Formations

C’est un fait : les enfants et les jeunes grandissent dans une société devenue numérique. Leurs manières d’apprendre, de créer, d’appréhender leur environnement en sont profondément transformées. Les acteurs éducatifs ont la responsabilité d’accompagner les enfants et les jeunes dans la maîtrise de cet environnement nouveau, source de promesses.

Si les animateurs sont formés et accompagnés localement, les accueils périscolaires, les centres de loisirs, les colonies de vacances peuvent alors devenir des lieux d’expérimentation et d’action éducative. Les enfants et les jeunes y exercent leur créativité et leur esprit critique dans le cadre d’ateliers ludiques.

Une formation et des outils d’animation clés en main

Organismes de formation professionnelle reconnus complémentaires de l’enseignement public, la Ligue de l’enseignement, les Francas et les Cémea s’associent pour relever cet important défi et construisent avec vous des formations adaptées à vos besoins

Les animateurs disposent d’un accès personnalisé au site internet ressources et à toutes ses fiches activités clés en main.

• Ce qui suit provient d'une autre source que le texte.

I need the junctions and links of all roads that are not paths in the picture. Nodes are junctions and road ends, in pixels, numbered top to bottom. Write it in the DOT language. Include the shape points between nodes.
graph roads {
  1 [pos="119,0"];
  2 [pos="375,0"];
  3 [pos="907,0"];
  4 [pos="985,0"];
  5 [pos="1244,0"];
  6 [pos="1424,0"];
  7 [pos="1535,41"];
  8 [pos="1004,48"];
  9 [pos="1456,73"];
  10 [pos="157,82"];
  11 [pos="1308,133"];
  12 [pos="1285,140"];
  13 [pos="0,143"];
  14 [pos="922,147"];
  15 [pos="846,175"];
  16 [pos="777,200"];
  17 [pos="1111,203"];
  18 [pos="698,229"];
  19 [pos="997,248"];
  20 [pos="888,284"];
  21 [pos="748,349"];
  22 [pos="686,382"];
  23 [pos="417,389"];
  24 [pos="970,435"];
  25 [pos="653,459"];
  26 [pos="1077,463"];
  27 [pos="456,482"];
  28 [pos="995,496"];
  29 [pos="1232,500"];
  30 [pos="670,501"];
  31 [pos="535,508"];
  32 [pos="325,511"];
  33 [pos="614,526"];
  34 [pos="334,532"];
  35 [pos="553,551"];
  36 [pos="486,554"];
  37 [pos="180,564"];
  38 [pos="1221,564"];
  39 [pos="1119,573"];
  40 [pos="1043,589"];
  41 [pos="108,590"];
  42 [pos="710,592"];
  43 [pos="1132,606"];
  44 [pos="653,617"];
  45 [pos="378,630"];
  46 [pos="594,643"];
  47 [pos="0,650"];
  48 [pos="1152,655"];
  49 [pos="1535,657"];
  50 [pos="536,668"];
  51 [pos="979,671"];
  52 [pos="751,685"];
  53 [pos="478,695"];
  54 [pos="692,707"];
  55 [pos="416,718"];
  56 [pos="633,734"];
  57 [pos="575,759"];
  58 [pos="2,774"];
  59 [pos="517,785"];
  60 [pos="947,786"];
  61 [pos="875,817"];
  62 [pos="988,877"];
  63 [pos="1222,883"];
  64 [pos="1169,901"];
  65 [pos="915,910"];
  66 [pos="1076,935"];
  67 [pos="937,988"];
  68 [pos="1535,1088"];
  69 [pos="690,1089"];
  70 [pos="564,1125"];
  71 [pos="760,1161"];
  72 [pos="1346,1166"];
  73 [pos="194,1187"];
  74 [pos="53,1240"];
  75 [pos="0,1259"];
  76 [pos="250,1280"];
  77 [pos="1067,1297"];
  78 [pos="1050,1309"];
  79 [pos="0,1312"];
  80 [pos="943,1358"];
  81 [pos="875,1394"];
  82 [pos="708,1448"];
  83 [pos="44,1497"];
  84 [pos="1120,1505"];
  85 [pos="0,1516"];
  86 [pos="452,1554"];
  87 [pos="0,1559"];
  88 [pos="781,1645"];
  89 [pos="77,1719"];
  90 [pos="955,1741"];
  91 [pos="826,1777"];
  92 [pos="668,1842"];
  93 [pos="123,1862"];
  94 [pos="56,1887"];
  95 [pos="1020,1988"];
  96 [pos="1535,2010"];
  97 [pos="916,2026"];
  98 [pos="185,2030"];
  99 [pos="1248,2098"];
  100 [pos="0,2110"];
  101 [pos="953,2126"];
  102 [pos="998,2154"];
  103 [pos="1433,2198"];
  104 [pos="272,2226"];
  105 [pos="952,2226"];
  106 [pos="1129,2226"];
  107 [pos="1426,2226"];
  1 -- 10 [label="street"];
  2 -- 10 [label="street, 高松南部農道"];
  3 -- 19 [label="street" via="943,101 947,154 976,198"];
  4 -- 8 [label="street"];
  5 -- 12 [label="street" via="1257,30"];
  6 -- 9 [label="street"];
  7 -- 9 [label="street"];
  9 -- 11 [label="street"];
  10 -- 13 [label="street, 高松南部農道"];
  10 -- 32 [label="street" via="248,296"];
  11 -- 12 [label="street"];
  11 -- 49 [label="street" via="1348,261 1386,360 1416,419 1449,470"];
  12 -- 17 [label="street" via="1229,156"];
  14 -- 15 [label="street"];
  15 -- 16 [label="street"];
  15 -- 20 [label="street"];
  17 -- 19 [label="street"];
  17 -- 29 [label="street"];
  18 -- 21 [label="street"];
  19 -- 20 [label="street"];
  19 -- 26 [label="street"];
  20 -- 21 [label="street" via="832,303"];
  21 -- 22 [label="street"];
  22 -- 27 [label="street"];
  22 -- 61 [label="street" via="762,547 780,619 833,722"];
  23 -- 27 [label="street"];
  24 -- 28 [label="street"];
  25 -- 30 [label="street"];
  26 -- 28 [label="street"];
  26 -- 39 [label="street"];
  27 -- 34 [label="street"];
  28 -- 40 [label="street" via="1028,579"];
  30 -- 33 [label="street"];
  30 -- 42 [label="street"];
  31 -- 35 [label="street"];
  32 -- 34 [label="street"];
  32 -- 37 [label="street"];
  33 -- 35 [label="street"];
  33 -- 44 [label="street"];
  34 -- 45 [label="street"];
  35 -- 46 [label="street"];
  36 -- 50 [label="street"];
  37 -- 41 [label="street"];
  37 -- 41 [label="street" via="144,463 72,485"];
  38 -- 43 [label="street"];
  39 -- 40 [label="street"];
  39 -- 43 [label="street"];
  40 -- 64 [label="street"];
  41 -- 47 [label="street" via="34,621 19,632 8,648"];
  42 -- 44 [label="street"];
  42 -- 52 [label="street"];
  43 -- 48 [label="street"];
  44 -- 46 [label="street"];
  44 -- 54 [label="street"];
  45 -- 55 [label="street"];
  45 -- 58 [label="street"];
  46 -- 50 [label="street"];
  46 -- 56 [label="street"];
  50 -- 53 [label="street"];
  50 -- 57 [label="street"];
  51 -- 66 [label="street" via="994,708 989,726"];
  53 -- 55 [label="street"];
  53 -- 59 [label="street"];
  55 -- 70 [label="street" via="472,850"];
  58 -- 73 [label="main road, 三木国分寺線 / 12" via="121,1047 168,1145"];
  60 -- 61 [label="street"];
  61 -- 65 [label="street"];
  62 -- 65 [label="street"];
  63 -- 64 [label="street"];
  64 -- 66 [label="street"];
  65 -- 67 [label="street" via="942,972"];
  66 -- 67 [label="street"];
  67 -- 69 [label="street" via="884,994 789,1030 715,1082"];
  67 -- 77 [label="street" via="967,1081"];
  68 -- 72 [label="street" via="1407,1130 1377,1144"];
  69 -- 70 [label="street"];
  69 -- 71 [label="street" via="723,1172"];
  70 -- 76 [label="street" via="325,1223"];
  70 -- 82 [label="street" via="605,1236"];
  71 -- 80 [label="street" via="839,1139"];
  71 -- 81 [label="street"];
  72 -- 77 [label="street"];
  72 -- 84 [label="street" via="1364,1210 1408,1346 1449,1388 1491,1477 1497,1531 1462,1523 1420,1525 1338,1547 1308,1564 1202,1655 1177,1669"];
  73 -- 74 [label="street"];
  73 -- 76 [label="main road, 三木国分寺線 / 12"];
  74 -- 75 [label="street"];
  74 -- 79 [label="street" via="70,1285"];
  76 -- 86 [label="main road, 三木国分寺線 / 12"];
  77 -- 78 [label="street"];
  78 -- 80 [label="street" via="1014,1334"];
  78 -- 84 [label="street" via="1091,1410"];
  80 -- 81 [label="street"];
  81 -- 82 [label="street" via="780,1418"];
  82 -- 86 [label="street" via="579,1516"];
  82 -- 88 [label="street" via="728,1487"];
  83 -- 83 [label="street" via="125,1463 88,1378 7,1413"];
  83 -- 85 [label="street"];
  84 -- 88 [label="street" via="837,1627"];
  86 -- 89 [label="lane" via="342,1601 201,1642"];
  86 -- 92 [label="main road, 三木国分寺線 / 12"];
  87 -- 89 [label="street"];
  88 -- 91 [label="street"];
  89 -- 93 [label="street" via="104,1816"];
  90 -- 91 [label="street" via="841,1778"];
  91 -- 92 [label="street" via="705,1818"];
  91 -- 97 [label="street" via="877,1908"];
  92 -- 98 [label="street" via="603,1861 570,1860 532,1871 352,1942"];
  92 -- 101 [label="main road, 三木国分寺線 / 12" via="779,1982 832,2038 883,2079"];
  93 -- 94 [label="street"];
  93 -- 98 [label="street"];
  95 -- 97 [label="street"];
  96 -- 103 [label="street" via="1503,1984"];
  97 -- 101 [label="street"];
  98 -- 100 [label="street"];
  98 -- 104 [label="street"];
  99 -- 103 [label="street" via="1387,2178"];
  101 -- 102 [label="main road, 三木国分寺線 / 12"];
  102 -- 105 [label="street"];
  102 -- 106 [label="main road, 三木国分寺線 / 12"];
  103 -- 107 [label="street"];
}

DCLICS_edito-imageA l’issue de la formation, les animateurs  :

  • mesurent les enjeux éducatifs liés au numérique
  • sont capables de construire un cycle de 7 à 12 séances d’activités basé sur l’un des parcours proposés (de la création de jeux vidéos à la réalisation de webradios)  
  • maîtrisent les techniques de base nécessaires à l’animation du parcours éducatif
  • sont capables d’animer un temps d’échange “Tronc commun” avec un groupe d’enfants et de jeunes
  • favorisent l’appropriation des contenus et la prise d’initiative par les enfants et les jeunes
  • savent valoriser les propositions et productions des enfants et des jeunes

Ils proposent aux enfants et aux jeunes des activités innovantes et ludiques, et les accompagnent pour qu’ils maîtrisent les compétences utiles au citoyen du 21ème siècle.

Construisons ensemble les solutions éducatives sur votre territoire

Pour vous formez contacter : Cette adresse e-mail est protégée contre les robots spammeurs. Vous devez activer le JavaScript pour la visualiser. 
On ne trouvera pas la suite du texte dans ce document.